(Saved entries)
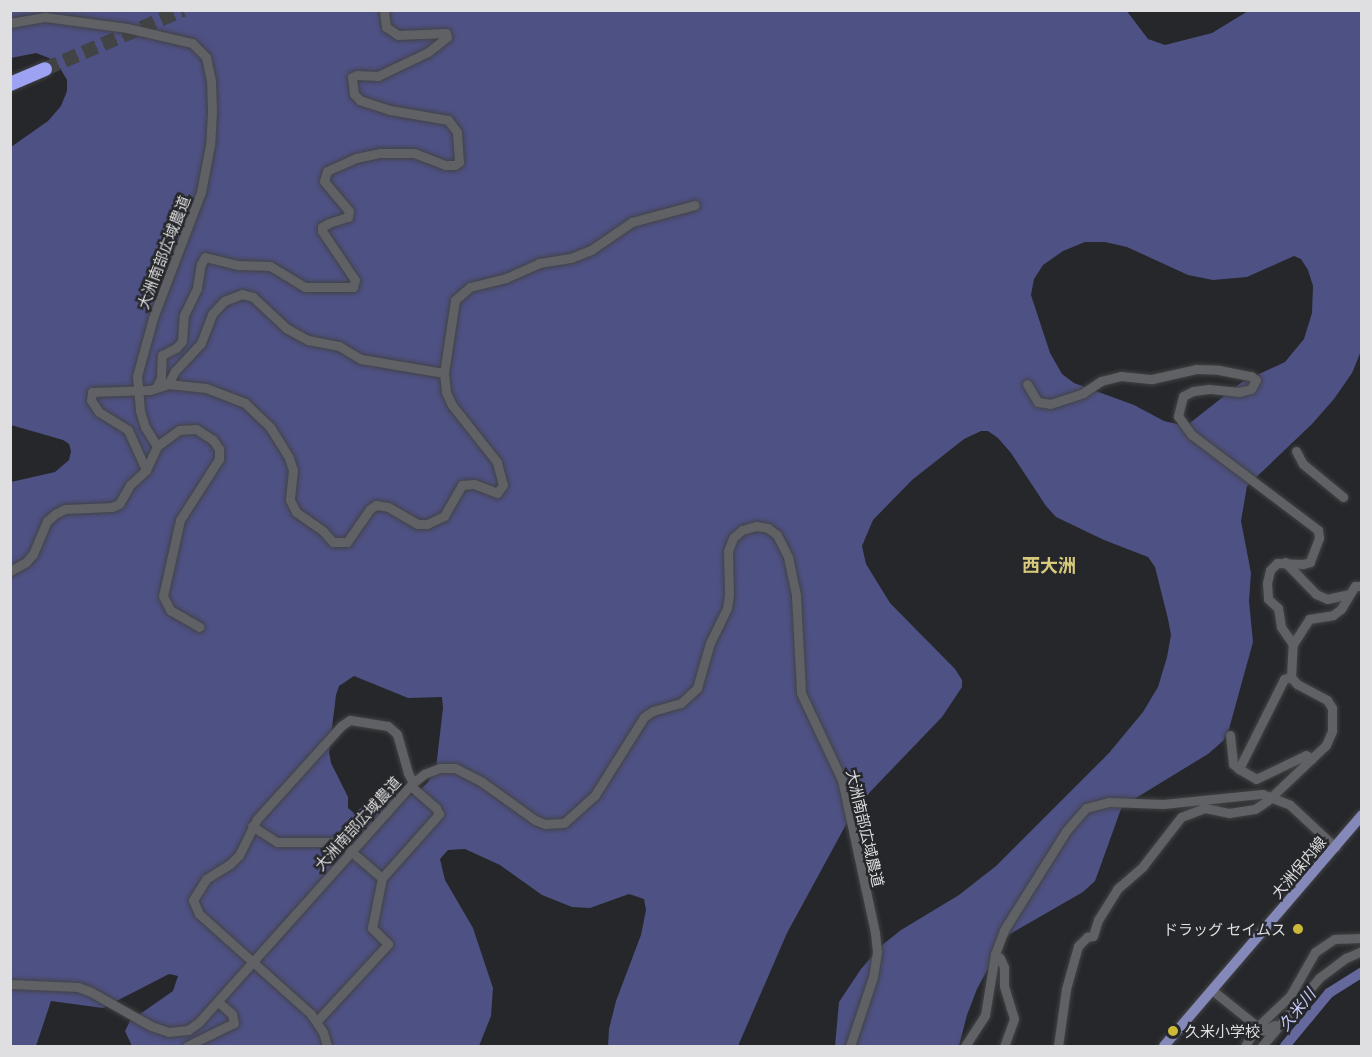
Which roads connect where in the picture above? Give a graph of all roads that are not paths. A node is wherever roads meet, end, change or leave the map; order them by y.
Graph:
1 (384, 10) edge
2 (10, 23) edge
3 (45, 69) tunnel mouth
4 (10, 84) edge
5 (695, 205) dead end
6 (444, 373) junction
7 (168, 384) junction
8 (1027, 384) dead end
9 (157, 387) junction
10 (136, 390) junction
11 (157, 446) junction
12 (1296, 451) dead end
13 (146, 470) junction
14 (1343, 497) dead end
15 (1286, 562) junction
16 (10, 571) edge
17 (1362, 586) edge
18 (1348, 594) junction
19 (200, 627) dead end
20 (1293, 644) junction
21 (1291, 677) junction
22 (1230, 735) dead end
23 (1312, 759) junction
24 (1239, 769) junction
25 (412, 784) junction
26 (1272, 796) junction
27 (1362, 815) edge
28 (252, 825) junction
29 (1335, 847) junction
30 (352, 851) junction
31 (382, 878) junction
32 (1362, 938) edge
33 (1362, 951) edge
34 (995, 954) junction
35 (253, 962) junction
36 (10, 984) edge
37 (1212, 990) junction
38 (218, 1002) junction
39 (1282, 1020) junction
40 (317, 1022) junction
41 (1257, 1027) junction
42 (187, 1047) edge
43 (327, 1047) edge
44 (850, 1047) edge
45 (965, 1047) edge
46 (1004, 1047) edge
47 (1058, 1047) edge
48 (1164, 1047) edge
49 (1245, 1047) edge
50 (1262, 1047) edge

1 - 9 street
2 - 10 street, 大洲南部広域農道
3 - 4 highway
5 - 6 street
6 - 7 street
6 - 7 street
7 - 9 street
8 - 15 street
9 - 10 street
10 - 11 street, 大洲南部広域農道
10 - 13 street
11 - 13 street
11 - 19 street
12 - 14 street
13 - 16 street
15 - 18 street
15 - 20 street
17 - 18 street
18 - 20 street
20 - 21 street
21 - 23 street
21 - 24 street
22 - 24 street
23 - 24 street
23 - 26 street
25 - 28 street
25 - 30 street, 大洲南部広域農道
25 - 31 street
25 - 44 street, 大洲南部広域農道
26 - 29 street
26 - 34 street
26 - 47 street
27 - 29 main road, 大洲保内線
28 - 30 street
28 - 35 street
29 - 37 main road, 大洲保内線
30 - 31 street
30 - 35 street, 大洲南部広域農道
31 - 40 street
32 - 41 street
33 - 39 street
34 - 45 street
34 - 46 street
35 - 38 street, 大洲南部広域農道
35 - 40 street
36 - 38 street, 大洲南部広域農道
37 - 41 street
37 - 48 main road, 大洲保内線
38 - 42 street
39 - 41 street
39 - 50 street
40 - 43 street
41 - 49 street

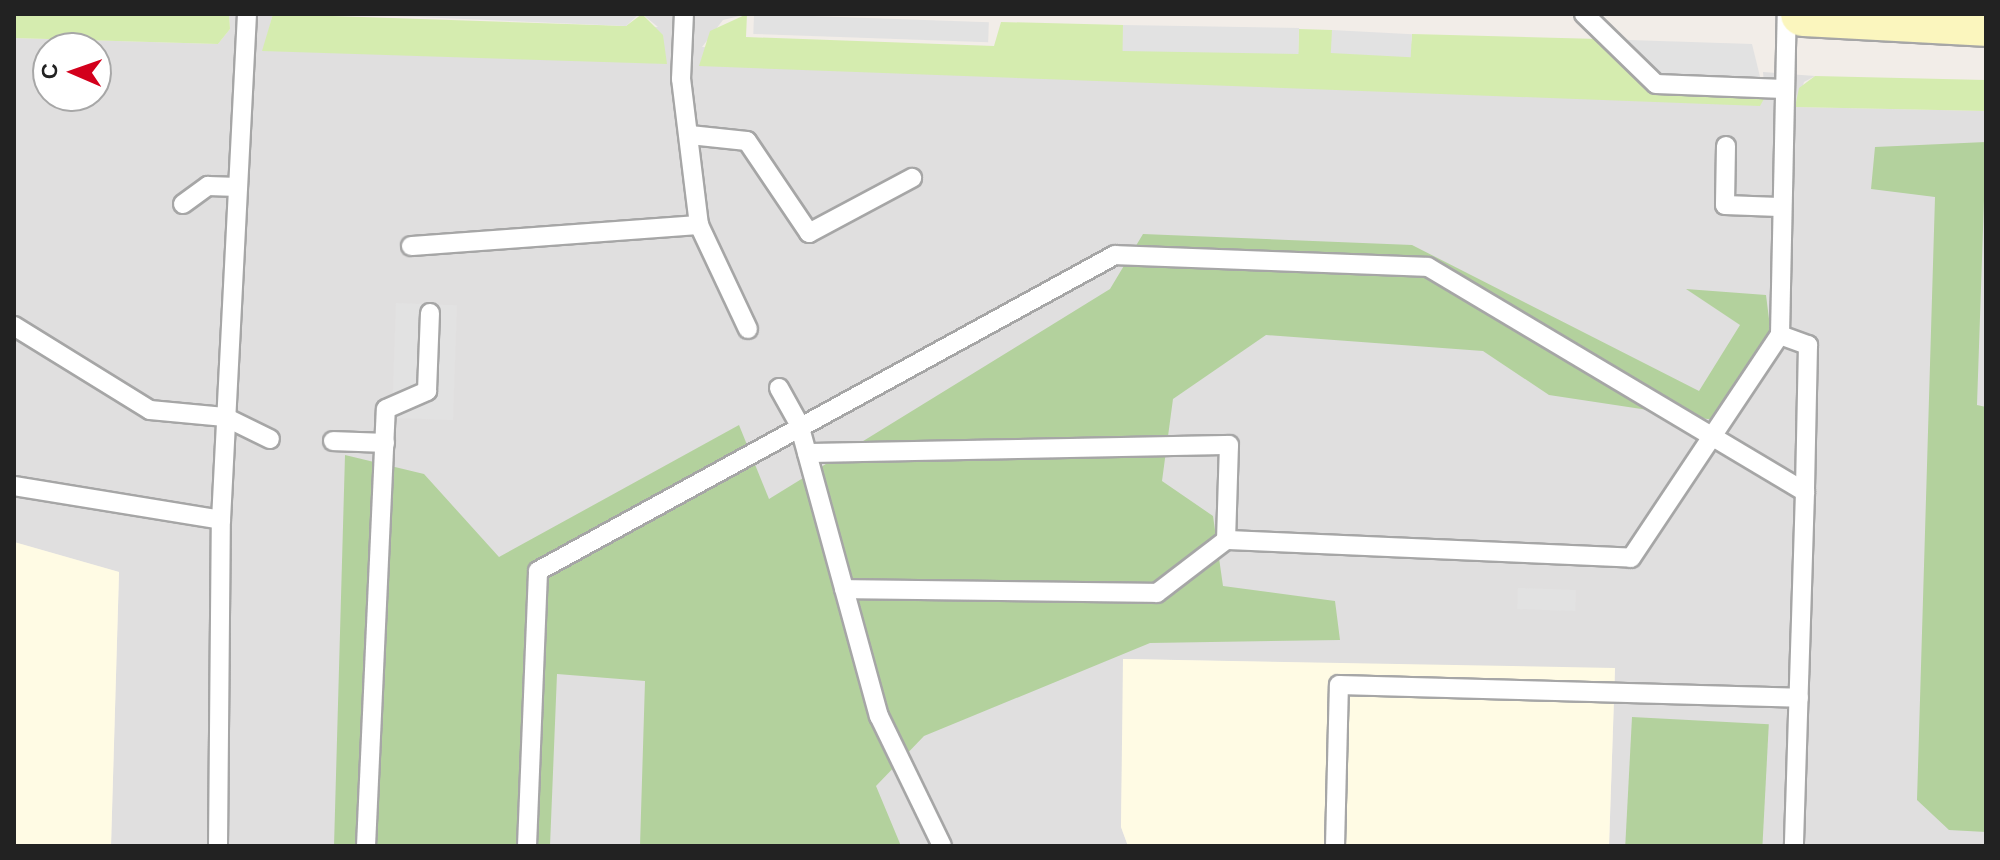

● Problem requirements:
Pull out every line of the records above that contains the word "大洲保内線".

● Answer space:
27 - 29 main road, 大洲保内線
29 - 37 main road, 大洲保内線
37 - 48 main road, 大洲保内線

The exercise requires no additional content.